STILL RECORDING

SAEED AL BATAL, GHIATH AYOUB

Radiographie d’un territoire insoumis, un regard d’une densité exceptionnelle dans un mouvement de cinéma et d’humanité saisissant.

Armés de caméras, des étudiants ont quitté dès les premiers jours de la révolution leur univers protégé de Damas, sous contrôle du régime, pour rejoindre Douma, dans la banlieue proche. Pendant quatre ans ils établissent, dans cet univers libéré et utopique, qui va être ébranlé par les combats puis par un siège interminable, un réseau de filmeurs qui font corps avec les habitants meurtris, avec les combattants qui résistent. 450 heures d’images émergeront.
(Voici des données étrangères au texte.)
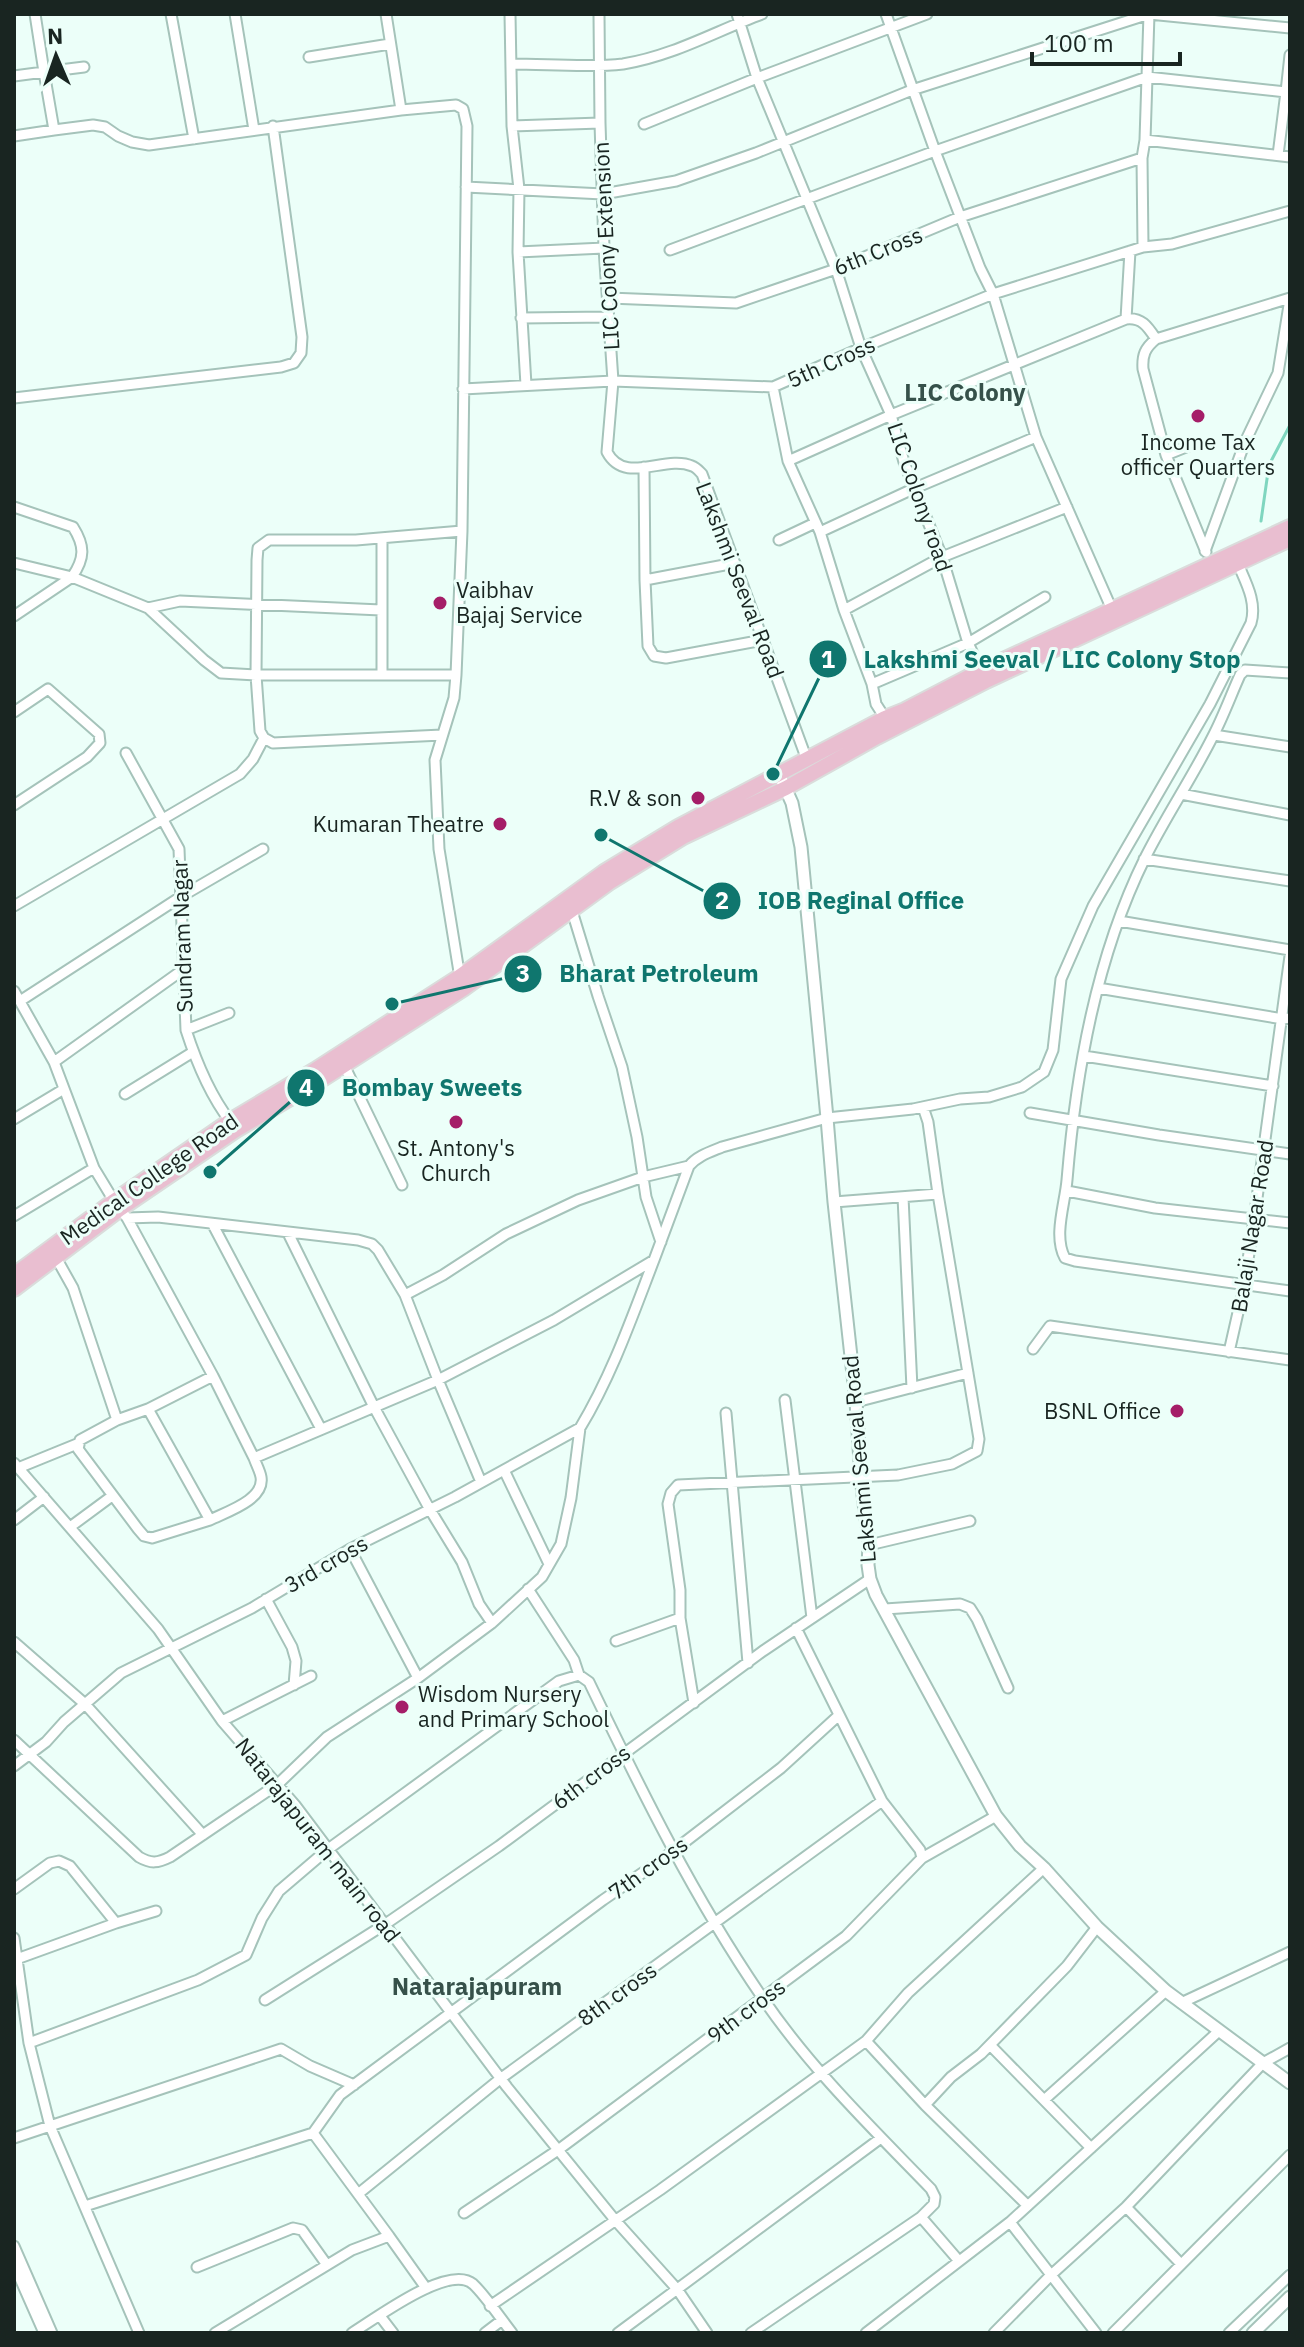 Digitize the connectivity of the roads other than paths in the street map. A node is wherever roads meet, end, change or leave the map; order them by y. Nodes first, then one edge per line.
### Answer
1 (35, 14) edge
2 (171, 14) edge
3 (235, 14) edge
4 (386, 14) edge
5 (510, 14) edge
6 (599, 14) edge
7 (762, 14) edge
8 (886, 14) edge
9 (927, 14) edge
10 (1149, 14) edge
11 (738, 18) edge
12 (890, 27) junction
13 (1290, 28) edge
14 (390, 44) junction
15 (1290, 55) edge
16 (309, 57) dead end
17 (512, 64) junction
18 (600, 64) junction
19 (84, 67) dead end
20 (44, 72) junction
21 (14, 76) edge
22 (1147, 77) junction
23 (757, 78) junction
24 (912, 90) junction
25 (1286, 92) junction
26 (401, 110) junction
27 (600, 123) junction
28 (644, 124) dead end
29 (273, 126) junction
30 (512, 126) junction
31 (54, 130) junction
32 (254, 130) junction
33 (14, 136) edge
34 (194, 139) junction
35 (1145, 140) junction
36 (784, 141) junction
37 (935, 151) junction
38 (1278, 155) junction
39 (1290, 157) edge
40 (1142, 158) junction
41 (466, 187) junction
42 (519, 189) junction
43 (603, 194) junction
44 (807, 200) junction
45 (1290, 211) edge
46 (960, 217) junction
47 (1143, 247) junction
48 (604, 248) junction
49 (670, 250) dead end
50 (1130, 251) junction
51 (518, 252) junction
52 (836, 269) junction
53 (993, 294) junction
54 (609, 298) junction
55 (1290, 299) edge
56 (608, 317) junction
57 (521, 318) junction
58 (1126, 319) junction
59 (1156, 339) junction
60 (861, 348) junction
61 (1013, 366) junction
62 (613, 381) junction
63 (526, 385) junction
64 (773, 387) junction
65 (463, 389) junction
66 (14, 398) edge
67 (891, 415) junction
68 (1036, 437) junction
69 (1191, 445) dead end
70 (1166, 455) junction
71 (788, 461) junction
72 (644, 467) junction
73 (626, 469) joint
74 (915, 488) junction
75 (14, 507) edge
76 (1067, 507) junction
77 (818, 527) junction
78 (1290, 527) edge
79 (462, 531) junction
80 (382, 538) junction
81 (1290, 539) edge
82 (779, 540) dead end
83 (942, 557) junction
84 (1207, 558) junction
85 (14, 563) edge
86 (735, 563) junction
87 (1238, 564) junction
88 (72, 577) junction
89 (645, 580) junction
90 (1045, 597) dead end
91 (255, 603) junction
92 (148, 608) junction
93 (381, 610) junction
94 (844, 610) junction
95 (1115, 615) junction
96 (14, 616) edge
97 (763, 640) junction
98 (968, 643) junction
99 (1290, 673) edge
100 (256, 675) junction
101 (382, 675) junction
102 (456, 675) junction
103 (984, 676) junction
104 (872, 684) junction
105 (14, 712) edge
106 (885, 718) junction
107 (442, 735) junction
108 (1214, 735) junction
109 (264, 738) junction
110 (1290, 747) edge
111 (126, 753) dead end
112 (807, 760) junction
113 (782, 781) junction
114 (1181, 794) junction
115 (14, 805) edge
116 (1290, 815) edge
117 (162, 819) junction
118 (680, 832) junction
119 (263, 849) dead end
120 (1144, 859) junction
121 (1290, 881) edge
122 (182, 896) junction
123 (14, 906) edge
124 (572, 911) junction
125 (1119, 921) junction
126 (1290, 953) edge
127 (184, 969) junction
128 (461, 983) junction
129 (1098, 988) junction
130 (14, 991) edge
131 (20, 1001) junction
132 (229, 1013) dead end
133 (1287, 1019) edge
134 (186, 1030) junction
135 (193, 1052) junction
136 (1084, 1056) junction
137 (54, 1062) junction
138 (344, 1065) junction
139 (1273, 1086) junction
140 (64, 1089) junction
141 (125, 1094) dead end
142 (923, 1107) junction
143 (1030, 1113) dead end
144 (827, 1118) junction
145 (14, 1119) edge
146 (230, 1121) junction
147 (1072, 1121) junction
148 (1265, 1151) junction
149 (1290, 1154) edge
150 (689, 1166) junction
151 (94, 1168) junction
152 (643, 1177) junction
153 (402, 1185) dead end
154 (1067, 1191) junction
155 (938, 1194) junction
156 (903, 1197) junction
157 (834, 1202) junction
158 (120, 1210) junction
159 (14, 1216) edge
160 (1254, 1220) junction
161 (1290, 1223) edge
162 (213, 1225) junction
163 (288, 1233) junction
164 (661, 1242) junction
165 (53, 1252) junction
166 (654, 1260) junction
167 (14, 1275) edge
168 (1244, 1286) junction
169 (14, 1289) edge
170 (1290, 1291) edge
171 (405, 1295) junction
172 (1033, 1349) dead end
173 (1229, 1352) junction
174 (1290, 1360) edge
175 (968, 1373) junction
176 (213, 1376) junction
177 (438, 1380) junction
178 (912, 1388) junction
179 (785, 1400) dead end
180 (856, 1402) junction
181 (374, 1407) junction
182 (148, 1409) junction
183 (726, 1413) dead end
184 (117, 1420) junction
185 (580, 1428) junction
186 (321, 1429) junction
187 (77, 1444) junction
188 (254, 1458) junction
189 (16, 1466) edge
190 (504, 1470) junction
191 (861, 1477) junction
192 (795, 1479) junction
193 (481, 1482) junction
194 (731, 1483) junction
195 (112, 1496) junction
196 (44, 1497) junction
197 (429, 1508) junction
198 (14, 1520) edge
199 (210, 1520) junction
200 (970, 1521) dead end
201 (70, 1527) junction
202 (869, 1545) junction
203 (350, 1549) junction
204 (549, 1564) junction
205 (870, 1579) junction
206 (528, 1589) junction
207 (266, 1599) junction
208 (885, 1609) junction
209 (680, 1618) junction
210 (812, 1618) junction
211 (492, 1623) junction
212 (796, 1628) junction
213 (616, 1641) dead end
214 (14, 1642) edge
215 (172, 1648) junction
216 (748, 1663) junction
217 (579, 1675) junction
218 (311, 1676) dead end
219 (418, 1678) junction
220 (294, 1685) junction
221 (1008, 1688) dead end
222 (694, 1703) junction
223 (85, 1704) junction
224 (838, 1716) junction
225 (222, 1721) junction
226 (14, 1740) edge
227 (624, 1753) junction
228 (29, 1755) junction
229 (14, 1766) edge
230 (278, 1784) junction
231 (882, 1801) junction
232 (996, 1816) junction
233 (203, 1835) junction
234 (327, 1850) junction
235 (674, 1851) junction
236 (922, 1858) junction
237 (1044, 1868) junction
238 (14, 1889) edge
239 (156, 1911) dead end
240 (116, 1923) junction
241 (715, 1923) junction
242 (385, 1924) junction
243 (1097, 1927) junction
244 (14, 1938) edge
245 (1290, 1952) edge
246 (16, 1960) edge
247 (1166, 1991) junction
248 (763, 1998) junction
249 (265, 2000) dead end
250 (1181, 2003) junction
251 (451, 2013) junction
252 (1219, 2031) junction
253 (866, 2041) junction
254 (29, 2043) junction
255 (990, 2045) junction
256 (1290, 2048) edge
257 (1263, 2063) junction
258 (821, 2073) junction
259 (500, 2079) junction
260 (1290, 2083) edge
261 (354, 2085) junction
262 (1044, 2100) junction
263 (925, 2105) junction
264 (50, 2126) junction
265 (313, 2133) junction
266 (14, 2138) edge
267 (881, 2138) junction
268 (1091, 2148) junction
269 (558, 2150) junction
270 (1290, 2155) edge
271 (358, 2194) junction
272 (1027, 2205) junction
273 (85, 2206) junction
274 (1126, 2207) junction
275 (464, 2213) dead end
276 (921, 2217) junction
277 (615, 2220) junction
278 (1010, 2222) junction
279 (389, 2236) junction
280 (14, 2246) edge
281 (959, 2261) junction
282 (1181, 2264) junction
283 (14, 2265) edge
284 (327, 2265) junction
285 (197, 2267) dead end
286 (1051, 2275) junction
287 (1290, 2275) edge
288 (426, 2288) junction
289 (677, 2289) junction
290 (1290, 2297) edge
291 (490, 2306) junction
292 (380, 2316) junction
293 (502, 2320) junction
294 (44, 2333) edge
295 (52, 2333) edge
296 (139, 2333) edge
297 (215, 2333) edge
298 (352, 2333) edge
299 (393, 2333) edge
300 (485, 2333) edge
301 (512, 2333) edge
302 (618, 2333) edge
303 (707, 2333) edge
304 (751, 2333) edge
305 (866, 2333) edge
306 (994, 2333) edge
307 (1096, 2333) edge
308 (1113, 2333) edge
309 (1229, 2333) edge
310 (1253, 2333) edge

1 - 20 street
2 - 34 street
3 - 32 street
4 - 14 street
5 - 17 street
6 - 18 street, LIC Colony Extension
7 - 11 street
8 - 12 street
9 - 12 street
10 - 13 street
10 - 22 street
10 - 24 street
11 - 18 street
11 - 23 street, LIC Colony road
12 - 23 street
12 - 24 street
14 - 16 street
14 - 26 street
15 - 25 street
17 - 18 street
17 - 30 street
18 - 27 street, LIC Colony Extension
19 - 20 street
20 - 21 street
20 - 31 street
22 - 25 street
22 - 35 street
22 - 37 street
23 - 28 street
23 - 36 street, LIC Colony road
24 - 36 street
24 - 37 street
25 - 38 street
26 - 29 street
26 - 41 street
27 - 30 street
27 - 43 street, LIC Colony Extension
29 - 32 street
29 - 66 street
30 - 42 street
31 - 33 street
31 - 34 street
32 - 34 street
35 - 38 street
35 - 40 street
36 - 43 street
36 - 44 street, LIC Colony road
37 - 44 street
37 - 46 street
38 - 39 street
40 - 46 street, 6th Cross
40 - 47 street
41 - 42 street
41 - 65 street
42 - 43 street
42 - 51 street
43 - 48 street, LIC Colony Extension
44 - 49 street
44 - 52 street, LIC Colony road
45 - 47 street, 5th Cross
46 - 52 street, 6th Cross
46 - 53 street
47 - 50 street, 5th Cross
48 - 51 street
48 - 54 street, LIC Colony Extension
50 - 53 street, 5th Cross
50 - 58 street
51 - 57 street
52 - 54 street, 6th Cross
52 - 60 street, LIC Colony road
53 - 60 street, 5th Cross
53 - 61 street
54 - 56 street, LIC Colony Extension
55 - 59 street
55 - 84 street
56 - 57 street
56 - 62 street, LIC Colony Extension
57 - 63 street
58 - 59 street
58 - 61 street
59 - 70 street
60 - 64 street, 5th Cross
60 - 67 street, LIC Colony road
61 - 67 street
61 - 68 street
62 - 63 street, 5th Cross
62 - 64 street, 5th Cross
62 - 73 street, LIC Colony Extension
63 - 65 street, 5th Cross
64 - 71 street
65 - 79 street
67 - 71 street
67 - 74 street, LIC Colony road
68 - 74 street
68 - 76 street
69 - 70 street
70 - 84 street
71 - 77 street
72 - 73 street, Lakshmi Seeval Road
72 - 86 street, Lakshmi Seeval Road
72 - 89 street
74 - 77 street
74 - 83 street, LIC Colony road
75 - 88 street
76 - 83 street
76 - 95 street
77 - 82 street
77 - 94 street
78 - 84 main road, Medical College Road
79 - 80 street
79 - 102 street
80 - 91 street
80 - 93 street
81 - 87 main road, Medical College Road
83 - 94 street
83 - 98 street, LIC Colony road
84 - 95 main road, Medical College Road
85 - 88 street
86 - 89 street
86 - 97 street, Lakshmi Seeval Road
87 - 95 main road, Medical College Road
87 - 142 street
88 - 92 street
88 - 96 street
89 - 97 street
90 - 98 street
91 - 92 street
91 - 93 street
91 - 100 street
92 - 100 street
93 - 101 street
94 - 104 street
95 - 103 main road, Medical College Road
97 - 112 street, Lakshmi Seeval Road
98 - 103 street, LIC Colony road
98 - 104 street
99 - 108 street
100 - 101 street
100 - 109 street
101 - 102 street
102 - 107 street
103 - 106 main road, Medical College Road
103 - 113 main road, Medical College Road
104 - 106 street
105 - 115 street
106 - 112 main road, Medical College Road
107 - 109 street
107 - 128 street
108 - 110 street
108 - 114 street
109 - 117 street
111 - 117 street, Sundram Nagar
112 - 113 main road, Medical College Road
113 - 118 main road, Medical College Road
113 - 144 street, Lakshmi Seeval Road
114 - 116 street
114 - 120 street
117 - 122 street, Sundram Nagar
117 - 123 street
118 - 124 main road, Medical College Road
118 - 128 main road, Medical College Road
119 - 122 street
120 - 121 street
120 - 125 street
122 - 127 street, Sundram Nagar
122 - 131 street
124 - 128 main road, Medical College Road
124 - 152 street
125 - 126 street
125 - 129 street
126 - 133 street, Balaji Nagar Road
127 - 134 street, Sundram Nagar
127 - 137 street
128 - 138 main road, Medical College Road
128 - 146 main road, Medical College Road
129 - 133 street
129 - 136 street
130 - 131 street
131 - 137 street
132 - 134 street
133 - 139 street, Balaji Nagar Road
134 - 135 street, Sundram Nagar
135 - 141 street
135 - 146 street, Sundram Nagar
136 - 139 street
136 - 147 street
137 - 140 street
138 - 153 street
138 - 158 main road, Medical College Road
139 - 148 street, Balaji Nagar Road
140 - 145 street
140 - 151 street
142 - 144 street
142 - 155 street
143 - 147 street
144 - 150 street
144 - 157 street, Lakshmi Seeval Road
146 - 158 main road, Medical College Road
147 - 148 street
147 - 154 street
148 - 149 street
148 - 160 street, Balaji Nagar Road
150 - 152 street
150 - 164 street
151 - 158 street
151 - 159 street
152 - 164 street
152 - 171 street
154 - 160 street
154 - 168 street
155 - 156 street
155 - 175 street
156 - 157 street
156 - 178 street
157 - 180 street, Lakshmi Seeval Road
158 - 162 street
158 - 165 main road, Medical College Road
158 - 176 street
160 - 161 street
160 - 168 street, Balaji Nagar Road
162 - 163 street
162 - 186 street
163 - 171 street
163 - 181 street
164 - 166 street
165 - 167 main road, Medical College Road
165 - 169 main road, Medical College Road
165 - 184 street
166 - 177 street
166 - 185 street
168 - 170 street
168 - 173 street, Balaji Nagar Road
171 - 177 street
172 - 173 street
173 - 174 street
175 - 178 street
175 - 191 street
176 - 182 street
176 - 188 street
177 - 181 street
177 - 193 street
178 - 180 street
179 - 192 street
180 - 191 street, Lakshmi Seeval Road
181 - 186 street
181 - 197 street
182 - 184 street
182 - 199 street
183 - 194 street
184 - 187 street
185 - 190 street, 3rd cross
185 - 204 street
186 - 188 street
187 - 189 street
187 - 195 street
188 - 199 street
189 - 196 street, Natarajapuram main road
190 - 193 street, 3rd cross
190 - 204 street
191 - 192 street
191 - 202 street, Lakshmi Seeval Road
192 - 194 street
192 - 210 street
193 - 197 street, 3rd cross
194 - 209 street
194 - 216 street
195 - 199 street
195 - 201 street
196 - 198 street
196 - 201 street, Natarajapuram main road
197 - 203 street, 3rd cross
197 - 211 street
200 - 202 street
201 - 215 street, Natarajapuram main road
202 - 205 street, Lakshmi Seeval Road
203 - 207 street, 3rd cross
203 - 219 street
204 - 206 street
205 - 208 street, Lakshmi Seeval Road
205 - 210 street, 6th cross
206 - 211 street
206 - 217 street
207 - 215 street, 3rd cross
207 - 220 street
208 - 221 street
208 - 232 street, Lakshmi Seeval Road
209 - 213 street
209 - 222 street
210 - 212 street, 6th cross
211 - 219 street
212 - 216 street, 6th cross
212 - 224 street
214 - 223 street
215 - 223 street, 3rd cross
215 - 225 street, Natarajapuram main road
216 - 222 street, 6th cross
217 - 227 street
217 - 234 street
218 - 220 street
219 - 230 street
220 - 225 street
222 - 227 street, 6th cross
223 - 228 street, 3rd cross
223 - 233 street
224 - 231 street
224 - 235 street, 7th cross
225 - 230 street, Natarajapuram main road
226 - 228 street
227 - 235 street
227 - 242 street, 6th cross
228 - 229 street, 3rd cross
228 - 233 street
230 - 233 street
230 - 234 street, Natarajapuram main road
231 - 236 street
231 - 241 street, 8th cross
232 - 236 street, 9th cross
232 - 237 street, Lakshmi Seeval Road
234 - 242 street, Natarajapuram main road
234 - 254 street
235 - 241 street
235 - 251 street, 7th cross
236 - 248 street, 9th cross
237 - 243 street, Lakshmi Seeval Road
237 - 253 street
238 - 240 street
239 - 240 street
240 - 246 street
241 - 248 street
241 - 259 street, 8th cross
242 - 249 street, 6th cross
242 - 251 street, Natarajapuram main road
243 - 247 street, Lakshmi Seeval Road
243 - 255 street
244 - 246 street
245 - 250 street
246 - 254 street
247 - 250 street, Lakshmi Seeval Road
247 - 262 street
248 - 258 street
248 - 269 street, 9th cross
250 - 252 street, Lakshmi Seeval Road
251 - 259 street, Natarajapuram main road
251 - 261 street, 7th cross
252 - 257 street, Lakshmi Seeval Road
252 - 268 street
253 - 258 street
253 - 263 street
254 - 264 street
255 - 262 street
255 - 263 street
256 - 257 street
257 - 260 street, Lakshmi Seeval Road
257 - 274 street
258 - 267 street
258 - 277 street
259 - 269 street, Natarajapuram main road
259 - 271 street, 8th cross
261 - 264 street
261 - 265 street, 7th cross
262 - 268 street
263 - 272 street
264 - 266 street
264 - 273 street
265 - 271 street
265 - 273 street
267 - 276 street
267 - 289 street
268 - 272 street
269 - 275 street, 9th cross
269 - 277 street, Natarajapuram main road
270 - 282 street
271 - 279 street
272 - 278 street
273 - 296 street
274 - 282 street
274 - 286 street
276 - 281 street
276 - 304 street
277 - 289 street, Natarajapuram main road
277 - 291 street
278 - 281 street
278 - 286 street
279 - 284 street
279 - 288 street
280 - 295 street
281 - 305 street
282 - 308 street
283 - 294 street
284 - 285 street
284 - 297 street
286 - 306 street
286 - 307 street
287 - 309 street
288 - 291 street
288 - 292 street
289 - 302 street
289 - 303 street, Natarajapuram main road
290 - 310 street
291 - 293 street
292 - 298 street
292 - 299 street
293 - 300 street
293 - 301 street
Dans ce dispositif dont ils sont les acteurs volontaires, ils n’affrontent pas simplement la mort… Ils posent l’acte de documenter la guerre comme une façon d’en briser l’absurdité. Pour nous, spectateurs, ce sont des images que l’on voit rarement de la guerre en Syrie. Leurs caméras pudiques conversent avec tous ceux qui traversent leurs plans et reconstituent, derrière les figures de la guerre, la réalité des êtres… La dignité de leur cinéma est une victoire arrachée à l’horreur. Comme pour affirmer leurs croyances dans le partage et les pluralités de cultures face à un monde dévasté par l’intolérance, ils assument, souvent avec humour, les différences qui auraient pu les tenir séparés des gens auprès desquels ils luttent… Loin d’une naïveté désespérée, leur entreprise met en branle une foule d’interrogations. À cette question finale : «Pourquoi tu filmes ? », posée à brûle-pourpoint à l’un des cameramen par un jeune guerrier, le film répond par une cruelle évidence : pour conjurer la mort et faire que la vie puisse continuer à jaillir, même si ce n’est que d’une image.